Dataset entries
"""
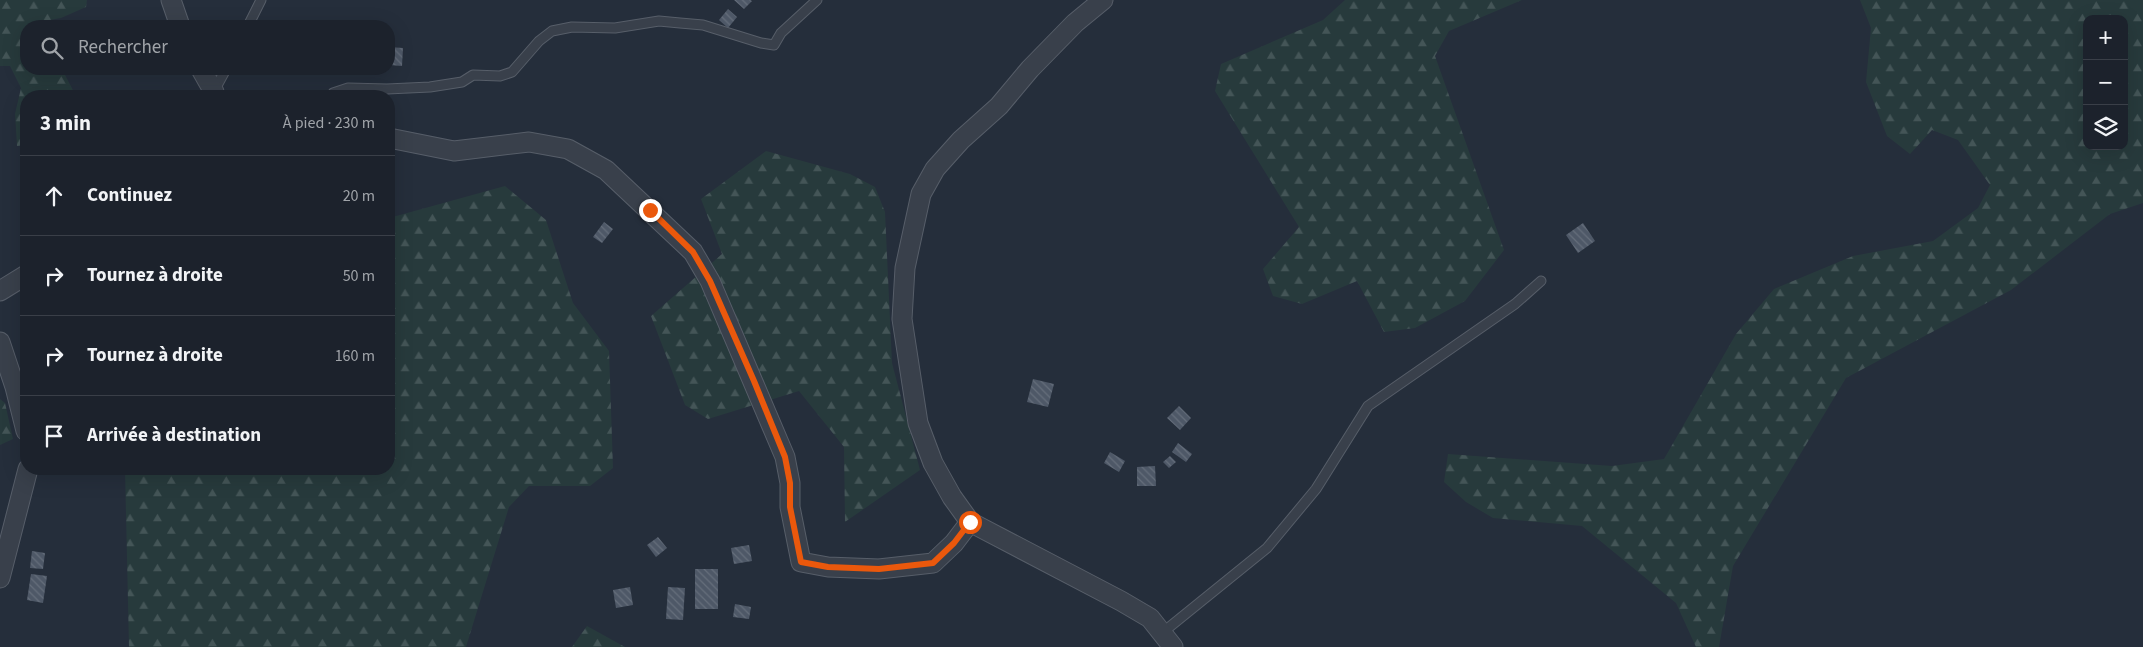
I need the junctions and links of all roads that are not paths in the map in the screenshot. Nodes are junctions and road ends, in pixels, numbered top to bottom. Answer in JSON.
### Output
{"nodes":[{"id":1,"x":171,"y":0,"type":"edge"},
{"id":2,"x":261,"y":0,"type":"edge"},
{"id":3,"x":817,"y":0,"type":"edge"},
{"id":4,"x":1103,"y":0,"type":"edge"},
{"id":5,"x":178,"y":20,"type":"edge"},
{"id":6,"x":251,"y":20,"type":"edge"},
{"id":7,"x":204,"y":75,"type":"edge"},
{"id":8,"x":223,"y":75,"type":"edge"},
{"id":9,"x":212,"y":90,"type":"edge"},
{"id":10,"x":216,"y":90,"type":"edge"},
{"id":11,"x":342,"y":90,"type":"edge"},
{"id":12,"x":395,"y":139,"type":"edge"},
{"id":13,"x":20,"y":279,"type":"edge"},
{"id":14,"x":1541,"y":281,"type":"dead end"},
{"id":15,"x":0,"y":291,"type":"edge"},
{"id":16,"x":0,"y":342,"type":"edge"},
{"id":17,"x":20,"y":407,"type":"edge"},
{"id":18,"x":26,"y":475,"type":"edge"},
{"id":19,"x":970,"y":522,"type":"junction"},
{"id":20,"x":0,"y":578,"type":"edge"},
{"id":21,"x":1168,"y":640,"type":"edge"}],
"edges":[{"from":1,"to":5,"type":"street"},
{"from":2,"to":6,"type":"lane"},
{"from":3,"to":11,"type":"lane"},
{"from":4,"to":19,"type":"street"},
{"from":7,"to":9,"type":"street"},
{"from":8,"to":10,"type":"lane"},
{"from":12,"to":19,"type":"street"},
{"from":13,"to":15,"type":"street"},
{"from":14,"to":21,"type":"lane"},
{"from":16,"to":17,"type":"street"},
{"from":18,"to":20,"type":"street"},
{"from":19,"to":21,"type":"street"}]}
"""
▸ Aim of the task
Quote the data above in full and without alteration; skip the pictures.

▸ Exercise solution
I need the junctions and links of all roads that are not paths in the map in the screenshot. Nodes are junctions and road ends, in pixels, numbered top to bottom. Answer in JSON.
### Output
{"nodes":[{"id":1,"x":171,"y":0,"type":"edge"},
{"id":2,"x":261,"y":0,"type":"edge"},
{"id":3,"x":817,"y":0,"type":"edge"},
{"id":4,"x":1103,"y":0,"type":"edge"},
{"id":5,"x":178,"y":20,"type":"edge"},
{"id":6,"x":251,"y":20,"type":"edge"},
{"id":7,"x":204,"y":75,"type":"edge"},
{"id":8,"x":223,"y":75,"type":"edge"},
{"id":9,"x":212,"y":90,"type":"edge"},
{"id":10,"x":216,"y":90,"type":"edge"},
{"id":11,"x":342,"y":90,"type":"edge"},
{"id":12,"x":395,"y":139,"type":"edge"},
{"id":13,"x":20,"y":279,"type":"edge"},
{"id":14,"x":1541,"y":281,"type":"dead end"},
{"id":15,"x":0,"y":291,"type":"edge"},
{"id":16,"x":0,"y":342,"type":"edge"},
{"id":17,"x":20,"y":407,"type":"edge"},
{"id":18,"x":26,"y":475,"type":"edge"},
{"id":19,"x":970,"y":522,"type":"junction"},
{"id":20,"x":0,"y":578,"type":"edge"},
{"id":21,"x":1168,"y":640,"type":"edge"}],
"edges":[{"from":1,"to":5,"type":"street"},
{"from":2,"to":6,"type":"lane"},
{"from":3,"to":11,"type":"lane"},
{"from":4,"to":19,"type":"street"},
{"from":7,"to":9,"type":"street"},
{"from":8,"to":10,"type":"lane"},
{"from":12,"to":19,"type":"street"},
{"from":13,"to":15,"type":"street"},
{"from":14,"to":21,"type":"lane"},
{"from":16,"to":17,"type":"street"},
{"from":18,"to":20,"type":"street"},
{"from":19,"to":21,"type":"street"}]}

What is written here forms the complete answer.